■ **EXERCISE**
Determine how many lines below contain the word "them", then write that number by itself.

:: INPUT FOR THIS TASK

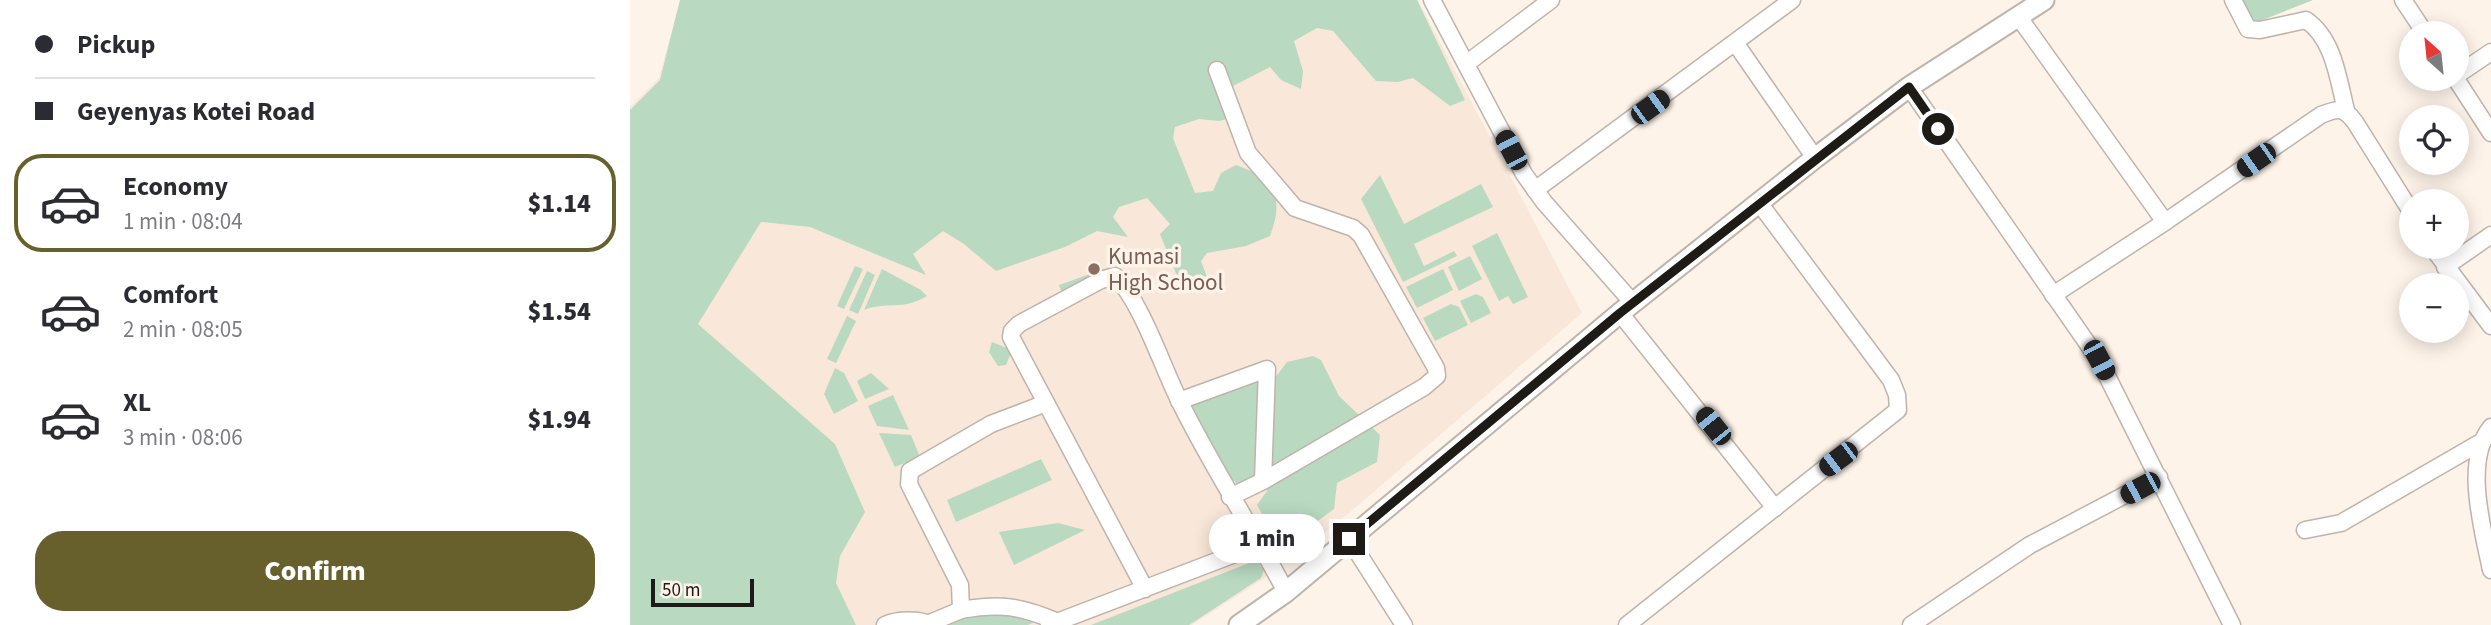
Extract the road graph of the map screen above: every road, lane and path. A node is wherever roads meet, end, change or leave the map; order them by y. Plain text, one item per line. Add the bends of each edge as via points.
1 (1432, 0) edge
2 (1551, 0) edge
3 (1792, 0) edge
4 (2044, 0) edge
5 (2233, 0) edge
6 (2403, 0) edge
7 (2018, 16) junction
8 (2417, 21) edge
9 (1736, 44) junction
10 (2491, 52) edge
11 (1466, 64) junction
12 (2469, 68) edge
13 (1217, 70) dead end
14 (1909, 87) junction
15 (2465, 91) edge
16 (2346, 110) junction
17 (2491, 133) edge
18 (1815, 158) junction
19 (1535, 190) junction
20 (2399, 193) edge
21 (1760, 204) junction
22 (2165, 222) junction
23 (2491, 235) edge
24 (2440, 259) edge
25 (2445, 267) junction
26 (2053, 295) junction
27 (1626, 308) junction
28 (2491, 326) edge
29 (1179, 401) junction
30 (1045, 403) junction
31 (2487, 434) edge
32 (2159, 477) junction
33 (1263, 481) junction
34 (1230, 497) junction
35 (1775, 508) junction
36 (2305, 530) dead end
37 (1349, 539) junction
38 (1261, 544) junction
39 (2491, 570) edge
40 (1145, 589) junction
41 (1286, 592) junction
42 (961, 610) junction
43 (1053, 623) edge
44 (931, 624) edge
45 (885, 625) edge
46 (1239, 625) edge
47 (1404, 625) edge
48 (1626, 625) edge
49 (1911, 625) edge
50 (2232, 625) edge

1 - 11 street
2 - 11 street
3 - 9 street
4 - 7 street
5 - 16 street via 2248,29 2306,20 2319,29 2334,60
6 - 8 street
7 - 14 street
7 - 22 street
9 - 18 street
9 - 19 street
10 - 12 street
11 - 19 street
13 - 33 street via 1248,153 1295,208 1361,235 1437,376
14 - 18 street
14 - 26 street
15 - 17 street
16 - 20 street
16 - 22 street via 2336,108 2321,115
18 - 21 street
19 - 27 street
21 - 27 street
21 - 35 street via 1898,395 1898,410 1880,427
22 - 26 street
23 - 25 street
24 - 25 street
25 - 28 street
26 - 32 street via 2099,360
27 - 35 street
27 - 37 street
29 - 30 street via 1115,276 1030,317 1012,331 1016,349
29 - 33 street via 1267,369
29 - 34 street
30 - 40 street
30 - 42 street via 991,424 910,471 909,484 960,585
31 - 36 street via 2341,523
31 - 39 street via 2478,457 2479,509
32 - 49 street via 2030,545
32 - 50 street
33 - 34 street
34 - 38 street
35 - 48 street
37 - 41 street
37 - 47 street
38 - 40 street
38 - 41 street
40 - 43 street
41 - 46 street
42 - 43 street via 994,604 1035,612
42 - 44 street
44 - 45 street

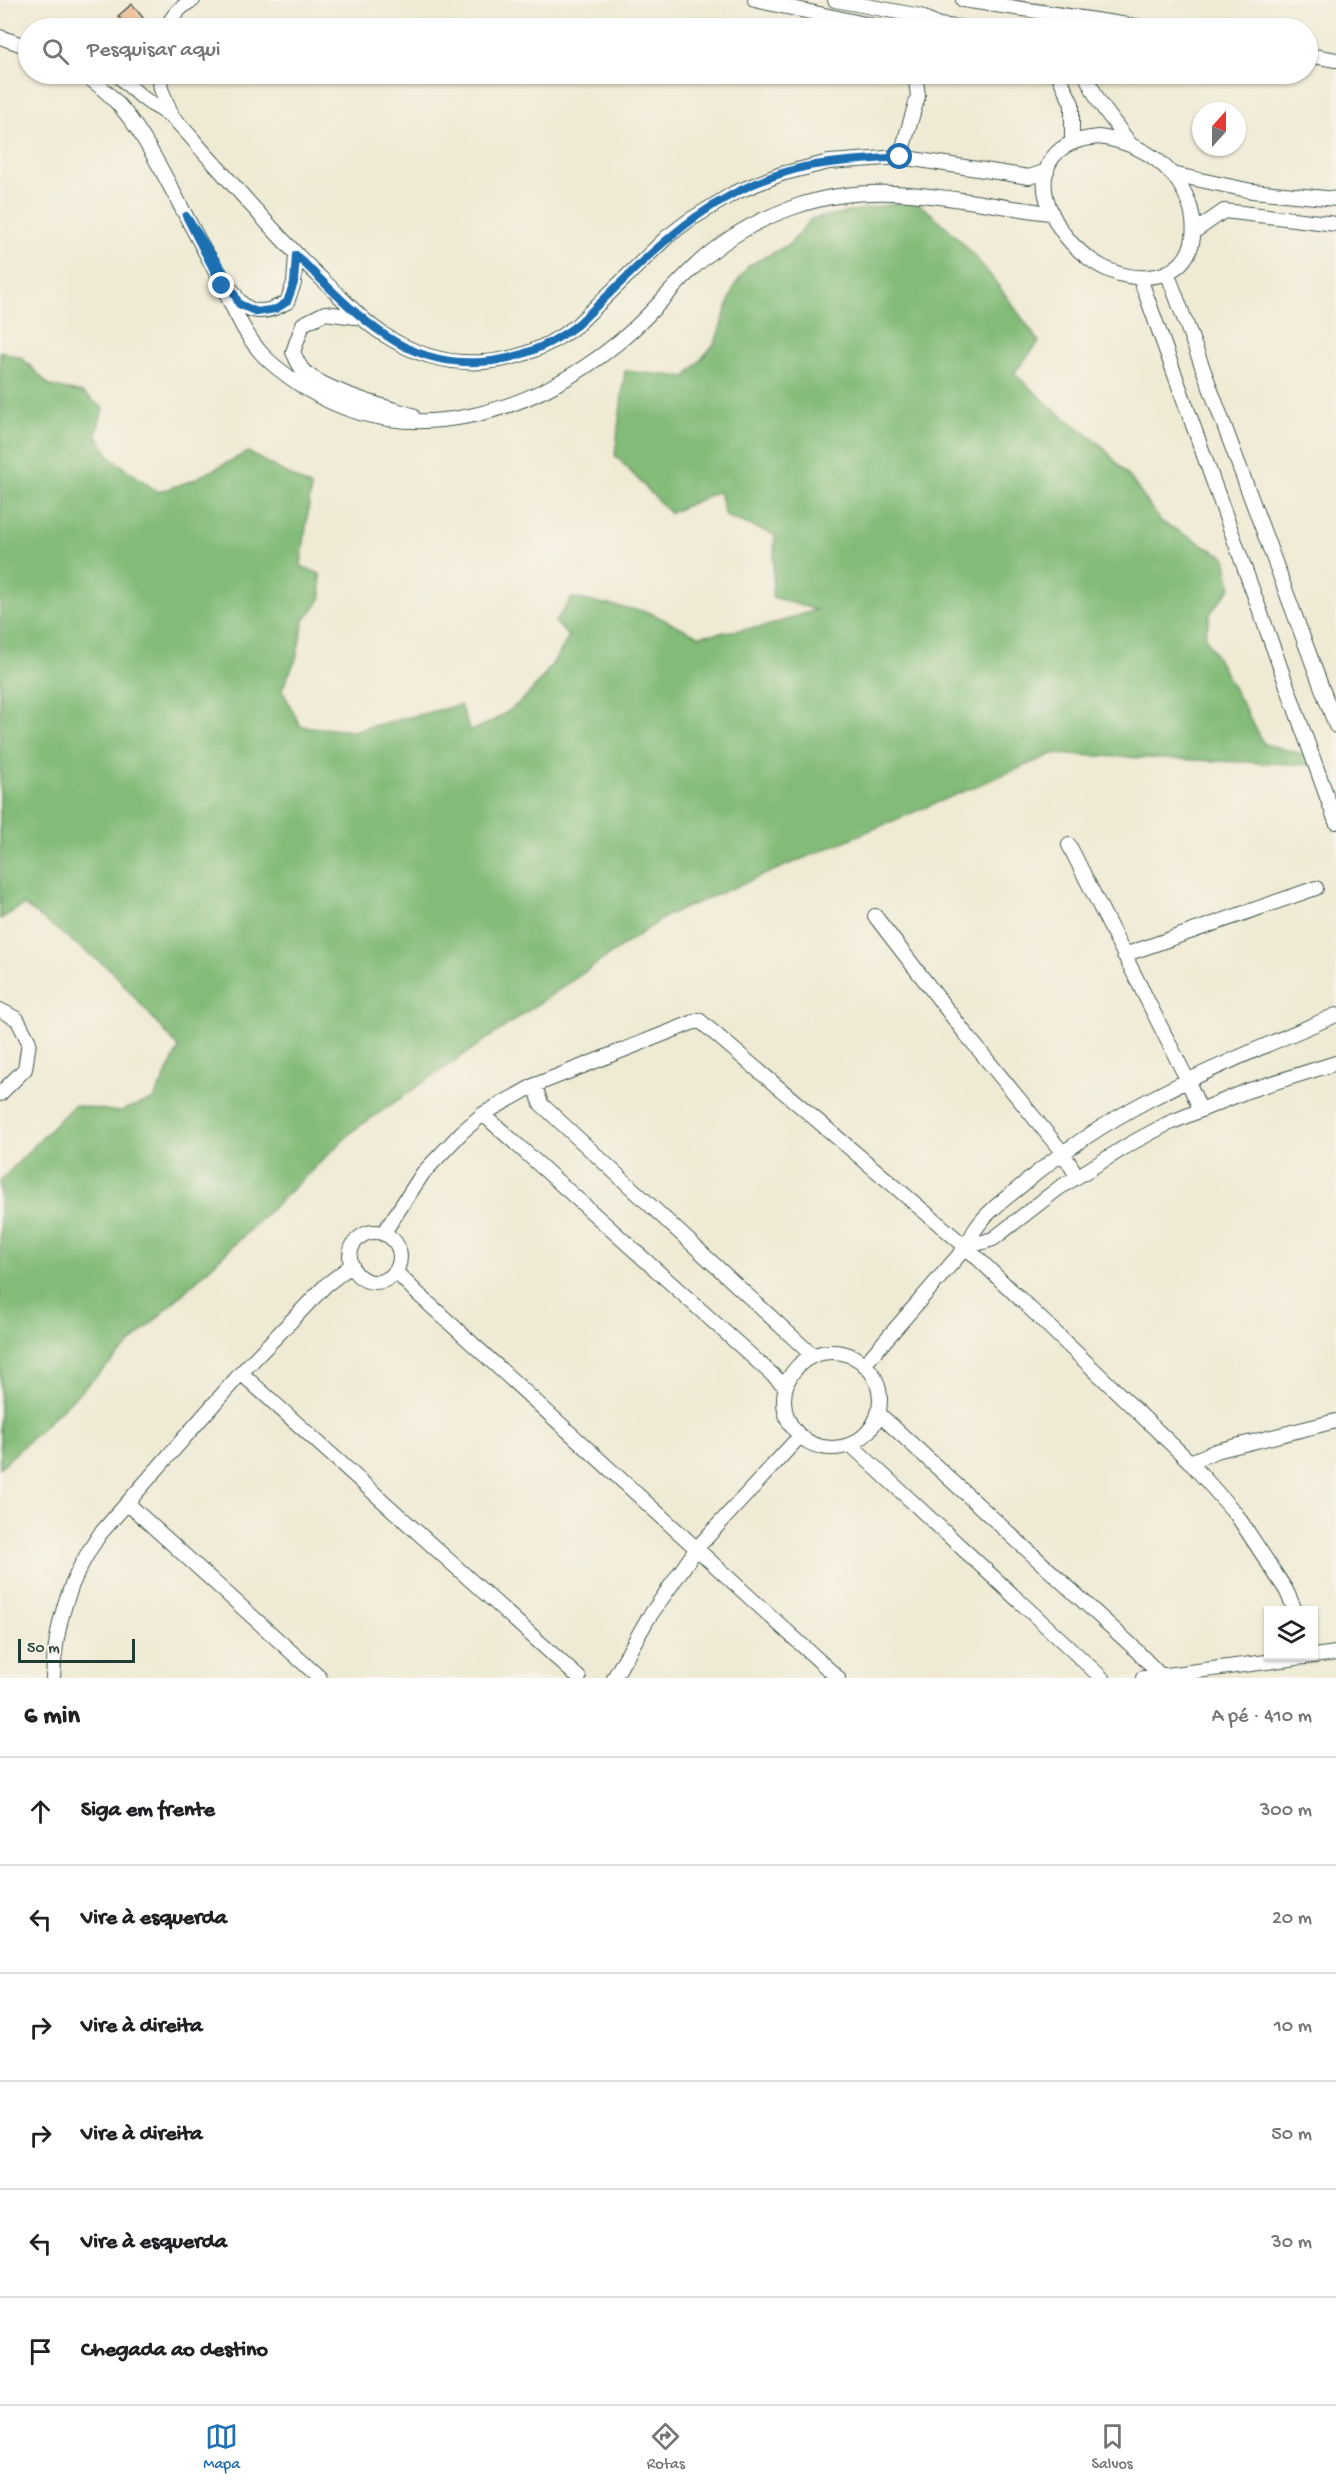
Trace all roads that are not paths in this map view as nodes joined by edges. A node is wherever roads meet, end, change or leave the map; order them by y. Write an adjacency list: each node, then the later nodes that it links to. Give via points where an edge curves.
1 (193, 0): 6 (street)
2 (755, 0): 7 (street)
3 (835, 0): 5 (street)
4 (963, 0): 10 (street)
5 (852, 4): 8 (street); 9 (street)
6 (173, 18)
7 (836, 18)
8 (869, 18)
9 (924, 18)
10 (1062, 18)
11 (0, 37): 12 (street)
12 (18, 43)
13 (1318, 57): 14 (street)
14 (1336, 60)
15 (97, 84): 29 (street, via 130,117)
16 (128, 84): 21 (street)
17 (160, 84): 21 (street)
18 (916, 84): 24 (street, via 918,96)
19 (1063, 84): 22 (street, via 1072,104)
20 (1090, 84): 23 (street)
21 (173, 118): 32 (street)
22 (1072, 142): 23 (street, via 1099,137); 25 (street, via 1056,154)
23 (1130, 144): 26 (street)
24 (900, 157): 25 (street, via 1029,177); 35 (street, via 805,167 734,193 667,237 562,337 527,354 488,362 449,361 399,344)
25 (1047, 171): 28 (street)
26 (1172, 174): 27 (street, via 1252,191); 31 (street, via 1189,202)
27 (1336, 199)
28 (1050, 213): 34 (street, via 1067,241 1094,263 1124,276); 36 (street, via 897,192 847,194 799,205 754,224 714,250 642,322 570,377 496,411)
29 (186, 216): 32 (street, via 224,272 239,304 257,312 276,309 287,302 294,283); 36 (street, via 236,317 261,353 326,400 388,419)
30 (1336, 224): 31 (street, via 1224,211)
31 (1194, 231): 33 (street, via 1187,256)
32 (296, 255): 35 (street)
33 (1167, 272): 34 (street); 37 (street)
34 (1140, 278): 38 (street)
35 (363, 318): 36 (street, via 325,313 303,324 293,352 303,370 354,397)
36 (432, 422)
37 (1336, 726)
38 (1336, 822)
39 (1069, 845): 42 (street)
40 (1316, 888): 42 (street)
41 (875, 916): 51 (street)
42 (1125, 955): 46 (street)
43 (0, 1010): 48 (street, via 17,1019 29,1042 25,1069)
44 (1336, 1015): 46 (street)
45 (1336, 1063): 49 (street)
46 (1188, 1079): 49 (street); 51 (street, via 1110,1121)
47 (535, 1085): 50 (street); 54 (street, via 699,1020); 57 (street, via 542,1104)
48 (0, 1094)
49 (1200, 1108): 52 (street)
50 (483, 1114): 53 (street, via 423,1173); 60 (street)
51 (1063, 1153): 52 (street); 54 (street, via 1007,1197 977,1227)
52 (1077, 1176): 54 (street, via 993,1239)
53 (383, 1234): 55 (street, via 361,1237 352,1250); 56 (street, via 399,1250)
54 (966, 1247): 58 (street); 65 (street)
55 (352, 1265): 56 (street, via 361,1277 376,1282); 59 (street, via 308,1303)
56 (396, 1272): 67 (street)
57 (813, 1356): 58 (street, via 835,1352); 60 (street, via 796,1368)
58 (864, 1365): 61 (street, via 877,1382)
59 (241, 1373): 66 (street); 75 (street)
60 (786, 1387): 63 (street, via 784,1408)
61 (879, 1414): 64 (street, via 868,1432); 72 (street)
62 (1336, 1421): 65 (street, via 1216,1451)
63 (800, 1436): 64 (street, via 830,1448); 67 (street)
64 (851, 1445): 78 (street)
65 (1190, 1462): 68 (street, via 1236,1514)
66 (127, 1503): 73 (street, via 100,1534 75,1575 62,1611); 74 (street)
67 (697, 1548): 76 (street, via 647,1620); 77 (street)
68 (1293, 1606)
69 (1336, 1653): 70 (street)
70 (1318, 1654)
71 (1275, 1660): 72 (street)
72 (1162, 1677): 79 (street)
73 (53, 1678)
74 (320, 1678)
75 (579, 1678)
76 (614, 1678)
77 (838, 1678)
78 (1102, 1678)
79 (1143, 1678)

::::

■ **RESPONSE AREA**
2